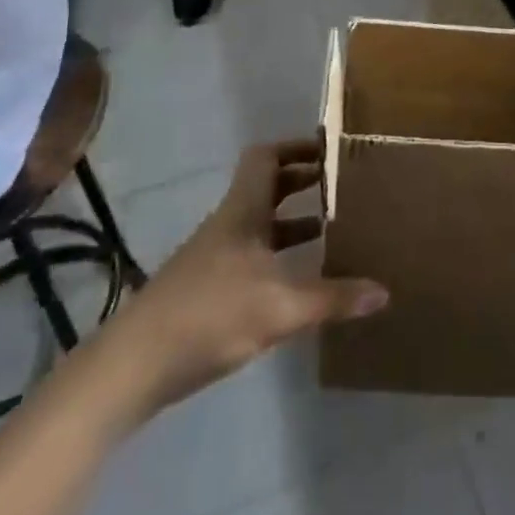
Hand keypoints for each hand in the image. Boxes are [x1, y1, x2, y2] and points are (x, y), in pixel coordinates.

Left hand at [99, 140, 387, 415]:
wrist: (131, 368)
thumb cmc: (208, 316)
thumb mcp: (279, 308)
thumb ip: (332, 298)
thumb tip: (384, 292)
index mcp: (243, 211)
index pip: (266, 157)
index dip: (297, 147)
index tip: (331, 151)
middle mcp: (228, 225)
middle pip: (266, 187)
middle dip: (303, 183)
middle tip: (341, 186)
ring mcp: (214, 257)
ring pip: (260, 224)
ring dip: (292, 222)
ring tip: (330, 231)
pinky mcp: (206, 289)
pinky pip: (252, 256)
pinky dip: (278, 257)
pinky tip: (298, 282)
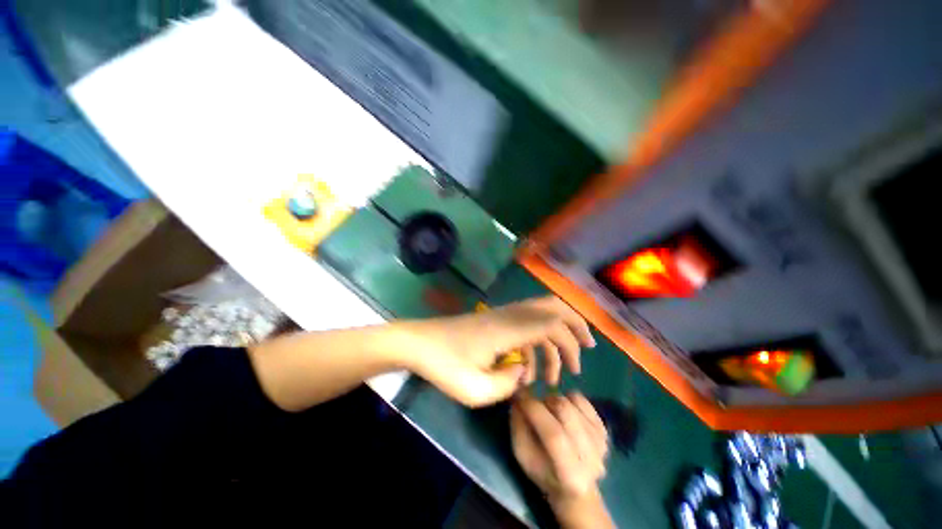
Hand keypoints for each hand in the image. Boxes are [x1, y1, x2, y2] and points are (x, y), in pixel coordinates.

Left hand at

---

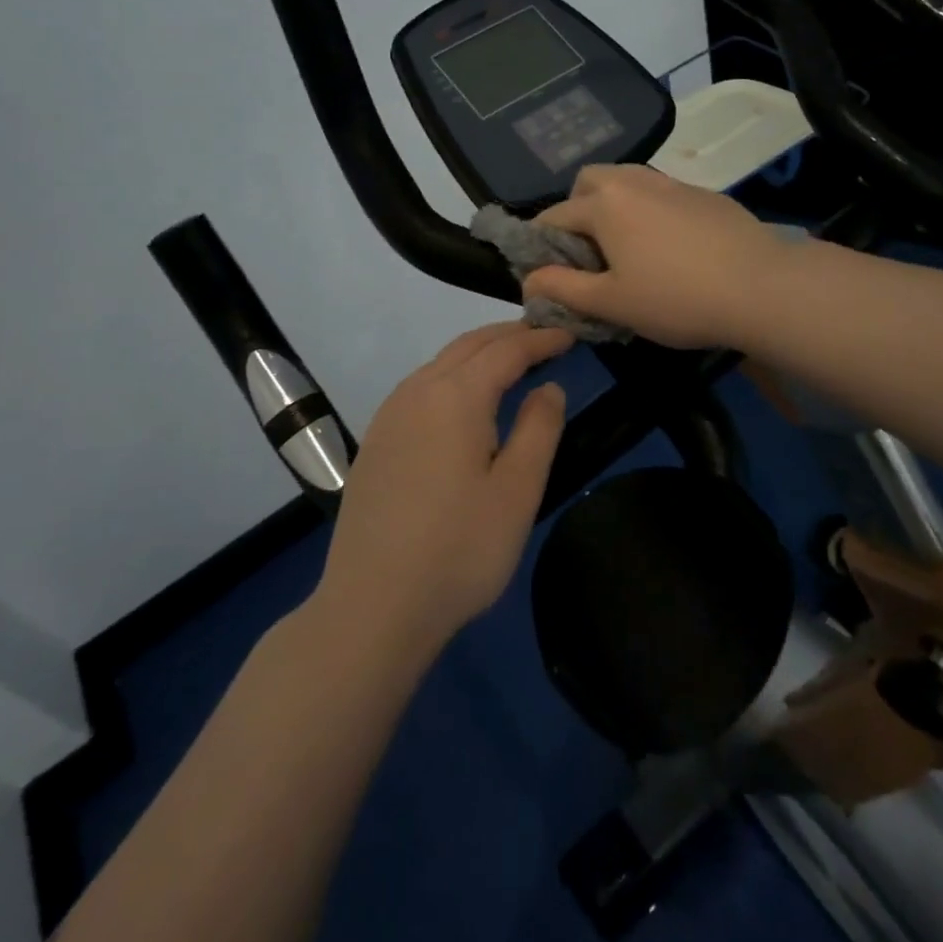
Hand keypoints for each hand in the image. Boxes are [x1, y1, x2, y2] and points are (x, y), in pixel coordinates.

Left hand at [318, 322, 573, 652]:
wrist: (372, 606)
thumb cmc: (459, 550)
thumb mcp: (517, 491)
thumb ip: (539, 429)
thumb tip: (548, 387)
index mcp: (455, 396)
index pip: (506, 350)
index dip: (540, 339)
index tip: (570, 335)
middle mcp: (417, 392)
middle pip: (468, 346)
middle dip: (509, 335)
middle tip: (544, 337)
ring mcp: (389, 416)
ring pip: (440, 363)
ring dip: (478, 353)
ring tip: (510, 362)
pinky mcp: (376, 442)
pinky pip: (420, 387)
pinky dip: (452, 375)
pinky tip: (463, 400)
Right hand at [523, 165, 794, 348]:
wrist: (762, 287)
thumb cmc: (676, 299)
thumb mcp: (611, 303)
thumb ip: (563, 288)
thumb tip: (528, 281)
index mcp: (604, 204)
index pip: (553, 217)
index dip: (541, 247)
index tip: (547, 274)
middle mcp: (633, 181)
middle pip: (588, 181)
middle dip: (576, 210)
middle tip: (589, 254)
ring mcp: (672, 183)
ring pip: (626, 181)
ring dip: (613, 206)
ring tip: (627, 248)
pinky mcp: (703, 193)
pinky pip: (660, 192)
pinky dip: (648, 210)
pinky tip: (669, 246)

* [WHAT THE TASK ASKS]: Give an exact copy of the lines above from the line with "index pip: (506, 350)" up to and including the line with "ring tip: (627, 248)", and leave everything else out.

* [SOLUTION FOR THIS EXERCISE]:
index pip: (506, 350)
index dip: (540, 339)
index tip: (570, 335)
middle mcp: (417, 392)
middle pip: (468, 346)
middle dip: (509, 335)
middle tip: (544, 337)
ring mcp: (389, 416)
ring pip: (440, 363)
ring dip: (478, 353)
ring tip: (510, 362)
pinky mcp: (376, 442)
pinky pip: (420, 387)
pinky dip: (452, 375)
pinky tip: (463, 400)
Right hand at [523, 165, 794, 348]:
wrist: (762, 287)
thumb cmc: (676, 299)
thumb mcp: (611, 303)
thumb ip: (563, 288)
thumb tip: (528, 281)
index mcp: (604, 204)
index pip: (553, 217)
index dip: (541, 247)
index tip: (547, 274)
middle mcp: (633, 181)
middle pip: (588, 181)
middle dip: (576, 210)
middle tip: (589, 254)
ring mcp: (672, 183)
ring pip: (626, 181)
ring dip: (613, 206)
ring tip: (627, 248)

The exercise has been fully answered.